*** Opening of Records to use ***
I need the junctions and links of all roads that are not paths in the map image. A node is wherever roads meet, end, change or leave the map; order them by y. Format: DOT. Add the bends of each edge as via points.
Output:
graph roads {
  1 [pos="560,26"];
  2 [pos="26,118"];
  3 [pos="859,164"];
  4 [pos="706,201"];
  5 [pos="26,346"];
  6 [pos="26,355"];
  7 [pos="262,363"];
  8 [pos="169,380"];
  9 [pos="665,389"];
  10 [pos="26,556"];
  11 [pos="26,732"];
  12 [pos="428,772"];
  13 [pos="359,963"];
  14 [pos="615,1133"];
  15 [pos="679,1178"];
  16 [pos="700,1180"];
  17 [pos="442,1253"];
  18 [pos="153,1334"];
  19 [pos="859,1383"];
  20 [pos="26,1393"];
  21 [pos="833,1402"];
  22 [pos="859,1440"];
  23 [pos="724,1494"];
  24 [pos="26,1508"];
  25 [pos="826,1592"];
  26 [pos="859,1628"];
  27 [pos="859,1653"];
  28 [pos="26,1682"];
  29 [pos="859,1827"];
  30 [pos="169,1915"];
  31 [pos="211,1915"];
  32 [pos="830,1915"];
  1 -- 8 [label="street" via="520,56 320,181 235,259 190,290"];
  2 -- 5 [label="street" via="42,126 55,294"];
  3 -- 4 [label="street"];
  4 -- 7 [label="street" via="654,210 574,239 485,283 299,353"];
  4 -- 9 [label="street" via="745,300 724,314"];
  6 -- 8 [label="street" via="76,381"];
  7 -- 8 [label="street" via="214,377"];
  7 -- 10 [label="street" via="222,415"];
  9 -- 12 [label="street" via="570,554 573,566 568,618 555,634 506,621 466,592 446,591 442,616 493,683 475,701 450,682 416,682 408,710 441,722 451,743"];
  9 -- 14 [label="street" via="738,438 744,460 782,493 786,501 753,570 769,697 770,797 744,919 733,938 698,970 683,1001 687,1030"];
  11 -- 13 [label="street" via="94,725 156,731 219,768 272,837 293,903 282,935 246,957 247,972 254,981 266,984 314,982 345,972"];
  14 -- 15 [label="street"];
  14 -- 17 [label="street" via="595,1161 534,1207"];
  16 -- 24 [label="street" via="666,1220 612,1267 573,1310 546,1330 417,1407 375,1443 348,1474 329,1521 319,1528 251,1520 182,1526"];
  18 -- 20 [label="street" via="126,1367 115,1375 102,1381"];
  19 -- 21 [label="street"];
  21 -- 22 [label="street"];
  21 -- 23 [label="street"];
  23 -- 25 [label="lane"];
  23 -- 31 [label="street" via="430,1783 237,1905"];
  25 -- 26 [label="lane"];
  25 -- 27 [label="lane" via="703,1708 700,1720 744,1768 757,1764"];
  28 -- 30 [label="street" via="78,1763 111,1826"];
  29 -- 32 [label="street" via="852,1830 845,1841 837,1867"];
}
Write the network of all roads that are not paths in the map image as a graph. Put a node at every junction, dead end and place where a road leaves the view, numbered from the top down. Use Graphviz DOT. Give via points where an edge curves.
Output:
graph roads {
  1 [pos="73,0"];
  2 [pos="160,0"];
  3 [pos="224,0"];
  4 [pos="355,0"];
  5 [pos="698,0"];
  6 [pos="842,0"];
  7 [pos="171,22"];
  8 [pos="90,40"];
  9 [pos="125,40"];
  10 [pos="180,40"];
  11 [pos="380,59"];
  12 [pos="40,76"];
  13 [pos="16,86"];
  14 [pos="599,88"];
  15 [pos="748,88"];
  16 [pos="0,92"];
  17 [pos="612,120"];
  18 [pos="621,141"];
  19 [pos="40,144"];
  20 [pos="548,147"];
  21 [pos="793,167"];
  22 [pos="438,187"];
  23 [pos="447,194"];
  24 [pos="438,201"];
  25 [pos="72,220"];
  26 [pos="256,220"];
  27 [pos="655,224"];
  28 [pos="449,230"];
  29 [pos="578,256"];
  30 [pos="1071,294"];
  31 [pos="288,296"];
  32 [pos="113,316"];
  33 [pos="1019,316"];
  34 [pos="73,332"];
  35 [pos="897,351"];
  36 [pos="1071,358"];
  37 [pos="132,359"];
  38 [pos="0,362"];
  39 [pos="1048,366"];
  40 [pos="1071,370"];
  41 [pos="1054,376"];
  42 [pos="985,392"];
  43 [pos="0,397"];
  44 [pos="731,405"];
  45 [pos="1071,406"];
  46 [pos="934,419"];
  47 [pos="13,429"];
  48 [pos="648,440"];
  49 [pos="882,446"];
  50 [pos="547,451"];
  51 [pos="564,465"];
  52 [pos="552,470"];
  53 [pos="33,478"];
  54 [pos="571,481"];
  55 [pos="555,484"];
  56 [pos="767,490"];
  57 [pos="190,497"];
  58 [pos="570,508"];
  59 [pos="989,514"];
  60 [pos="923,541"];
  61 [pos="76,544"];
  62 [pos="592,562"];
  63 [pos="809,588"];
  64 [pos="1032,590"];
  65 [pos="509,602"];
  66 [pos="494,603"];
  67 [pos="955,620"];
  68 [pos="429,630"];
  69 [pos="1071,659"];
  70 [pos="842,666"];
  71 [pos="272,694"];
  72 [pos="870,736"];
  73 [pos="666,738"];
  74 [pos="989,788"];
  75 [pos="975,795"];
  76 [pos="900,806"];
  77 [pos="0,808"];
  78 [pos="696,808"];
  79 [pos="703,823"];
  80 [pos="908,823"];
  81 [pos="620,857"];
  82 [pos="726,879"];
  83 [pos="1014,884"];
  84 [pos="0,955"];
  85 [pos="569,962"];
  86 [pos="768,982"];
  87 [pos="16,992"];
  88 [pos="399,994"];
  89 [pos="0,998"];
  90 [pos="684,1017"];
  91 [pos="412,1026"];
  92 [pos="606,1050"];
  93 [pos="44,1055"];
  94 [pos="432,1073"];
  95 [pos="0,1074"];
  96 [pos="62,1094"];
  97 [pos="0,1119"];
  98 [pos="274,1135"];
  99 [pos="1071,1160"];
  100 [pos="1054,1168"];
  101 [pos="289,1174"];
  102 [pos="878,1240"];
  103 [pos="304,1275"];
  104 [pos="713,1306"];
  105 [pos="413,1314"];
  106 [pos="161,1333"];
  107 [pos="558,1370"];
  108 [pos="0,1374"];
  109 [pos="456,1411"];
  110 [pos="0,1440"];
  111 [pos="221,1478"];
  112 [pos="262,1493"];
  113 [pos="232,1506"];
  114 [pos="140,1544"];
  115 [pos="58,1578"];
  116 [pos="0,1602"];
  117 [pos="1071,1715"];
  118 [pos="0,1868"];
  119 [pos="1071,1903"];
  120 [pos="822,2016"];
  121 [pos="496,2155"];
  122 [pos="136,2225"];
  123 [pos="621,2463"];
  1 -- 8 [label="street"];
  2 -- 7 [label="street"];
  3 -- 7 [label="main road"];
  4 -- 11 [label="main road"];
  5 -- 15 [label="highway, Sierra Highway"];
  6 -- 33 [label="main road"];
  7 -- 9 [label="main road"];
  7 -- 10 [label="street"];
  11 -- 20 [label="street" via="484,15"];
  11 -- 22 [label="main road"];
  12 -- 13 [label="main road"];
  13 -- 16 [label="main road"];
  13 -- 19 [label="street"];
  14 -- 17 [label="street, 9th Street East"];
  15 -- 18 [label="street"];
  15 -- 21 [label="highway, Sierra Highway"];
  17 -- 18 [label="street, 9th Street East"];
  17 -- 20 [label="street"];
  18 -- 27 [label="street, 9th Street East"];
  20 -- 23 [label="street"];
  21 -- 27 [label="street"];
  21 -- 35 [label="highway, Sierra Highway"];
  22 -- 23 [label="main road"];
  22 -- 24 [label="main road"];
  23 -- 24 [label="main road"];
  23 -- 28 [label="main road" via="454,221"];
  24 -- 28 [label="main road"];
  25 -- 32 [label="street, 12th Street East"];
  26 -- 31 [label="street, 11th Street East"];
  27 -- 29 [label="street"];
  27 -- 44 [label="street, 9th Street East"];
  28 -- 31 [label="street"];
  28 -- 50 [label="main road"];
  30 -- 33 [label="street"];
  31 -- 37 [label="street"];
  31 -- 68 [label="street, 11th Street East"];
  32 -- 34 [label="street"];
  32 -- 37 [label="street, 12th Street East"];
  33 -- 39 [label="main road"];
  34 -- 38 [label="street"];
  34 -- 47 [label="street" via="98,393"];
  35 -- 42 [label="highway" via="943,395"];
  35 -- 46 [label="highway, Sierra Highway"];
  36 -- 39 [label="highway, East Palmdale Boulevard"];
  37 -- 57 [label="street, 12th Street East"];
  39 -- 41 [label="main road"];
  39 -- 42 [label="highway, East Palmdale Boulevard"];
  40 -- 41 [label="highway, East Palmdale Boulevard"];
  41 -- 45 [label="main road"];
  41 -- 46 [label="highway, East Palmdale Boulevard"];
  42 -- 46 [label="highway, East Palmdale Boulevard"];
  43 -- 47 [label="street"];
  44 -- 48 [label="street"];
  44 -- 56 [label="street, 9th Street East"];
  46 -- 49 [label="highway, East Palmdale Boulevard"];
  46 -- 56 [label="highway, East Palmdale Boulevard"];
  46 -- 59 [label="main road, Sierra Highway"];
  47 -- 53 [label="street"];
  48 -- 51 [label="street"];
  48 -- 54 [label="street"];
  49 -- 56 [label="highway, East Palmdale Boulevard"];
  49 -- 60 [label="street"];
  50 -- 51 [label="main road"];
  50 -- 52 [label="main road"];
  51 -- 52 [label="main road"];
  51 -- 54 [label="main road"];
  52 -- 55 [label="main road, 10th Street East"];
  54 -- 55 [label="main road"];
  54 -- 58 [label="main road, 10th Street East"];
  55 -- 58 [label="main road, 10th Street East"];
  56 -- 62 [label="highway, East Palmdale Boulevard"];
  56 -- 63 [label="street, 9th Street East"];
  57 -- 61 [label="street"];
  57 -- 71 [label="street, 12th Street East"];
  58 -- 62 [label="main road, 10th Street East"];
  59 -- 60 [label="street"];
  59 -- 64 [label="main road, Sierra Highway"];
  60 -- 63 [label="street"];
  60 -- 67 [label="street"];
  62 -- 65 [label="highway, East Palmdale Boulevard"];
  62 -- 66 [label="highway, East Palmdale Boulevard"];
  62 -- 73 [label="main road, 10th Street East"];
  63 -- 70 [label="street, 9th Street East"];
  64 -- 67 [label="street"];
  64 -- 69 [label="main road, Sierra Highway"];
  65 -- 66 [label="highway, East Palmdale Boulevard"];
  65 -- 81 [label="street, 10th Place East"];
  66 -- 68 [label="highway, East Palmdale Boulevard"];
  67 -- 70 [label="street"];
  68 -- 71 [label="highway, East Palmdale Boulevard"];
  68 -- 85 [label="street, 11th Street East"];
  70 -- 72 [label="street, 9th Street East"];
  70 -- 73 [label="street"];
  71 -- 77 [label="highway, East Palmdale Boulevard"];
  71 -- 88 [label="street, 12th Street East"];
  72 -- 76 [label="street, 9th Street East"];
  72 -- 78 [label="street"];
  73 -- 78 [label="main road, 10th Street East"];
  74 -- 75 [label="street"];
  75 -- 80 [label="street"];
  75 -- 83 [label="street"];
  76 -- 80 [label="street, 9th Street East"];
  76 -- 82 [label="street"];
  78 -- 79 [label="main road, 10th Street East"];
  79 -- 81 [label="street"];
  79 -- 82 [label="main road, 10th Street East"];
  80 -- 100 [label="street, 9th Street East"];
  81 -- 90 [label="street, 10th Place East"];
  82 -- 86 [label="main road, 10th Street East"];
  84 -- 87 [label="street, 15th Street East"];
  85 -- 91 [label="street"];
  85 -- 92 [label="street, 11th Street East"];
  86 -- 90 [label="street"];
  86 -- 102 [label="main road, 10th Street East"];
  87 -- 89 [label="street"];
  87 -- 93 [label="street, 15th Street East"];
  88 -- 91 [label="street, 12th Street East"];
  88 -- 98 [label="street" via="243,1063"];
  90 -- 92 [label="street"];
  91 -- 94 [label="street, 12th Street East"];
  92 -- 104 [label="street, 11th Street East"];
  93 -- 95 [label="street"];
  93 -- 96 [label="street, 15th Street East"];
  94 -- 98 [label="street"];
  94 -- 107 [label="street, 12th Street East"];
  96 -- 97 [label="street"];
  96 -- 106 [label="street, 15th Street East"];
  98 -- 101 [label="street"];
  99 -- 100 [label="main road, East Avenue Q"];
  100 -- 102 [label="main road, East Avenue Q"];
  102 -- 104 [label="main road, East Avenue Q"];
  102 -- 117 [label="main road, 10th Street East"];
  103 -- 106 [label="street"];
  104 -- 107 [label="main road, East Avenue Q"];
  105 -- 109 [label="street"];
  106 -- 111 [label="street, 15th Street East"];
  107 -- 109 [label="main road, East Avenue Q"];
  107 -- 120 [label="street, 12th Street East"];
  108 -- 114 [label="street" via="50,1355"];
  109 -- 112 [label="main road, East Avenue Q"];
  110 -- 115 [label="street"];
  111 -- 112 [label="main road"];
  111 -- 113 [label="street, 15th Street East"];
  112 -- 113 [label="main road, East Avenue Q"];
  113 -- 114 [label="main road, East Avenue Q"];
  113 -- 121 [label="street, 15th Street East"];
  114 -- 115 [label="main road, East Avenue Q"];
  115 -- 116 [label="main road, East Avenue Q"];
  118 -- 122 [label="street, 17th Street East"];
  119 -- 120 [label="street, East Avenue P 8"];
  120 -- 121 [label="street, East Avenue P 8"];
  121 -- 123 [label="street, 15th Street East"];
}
*** Close of Records to use ***
The expected output is every line of the records in which the string "paths" appears.

*Solution:*
I need the junctions and links of all roads that are not paths in the map image. A node is wherever roads meet, end, change or leave the map; order them by y. Format: DOT. Add the bends of each edge as via points.
Write the network of all roads that are not paths in the map image as a graph. Put a node at every junction, dead end and place where a road leaves the view, numbered from the top down. Use Graphviz DOT. Give via points where an edge curves.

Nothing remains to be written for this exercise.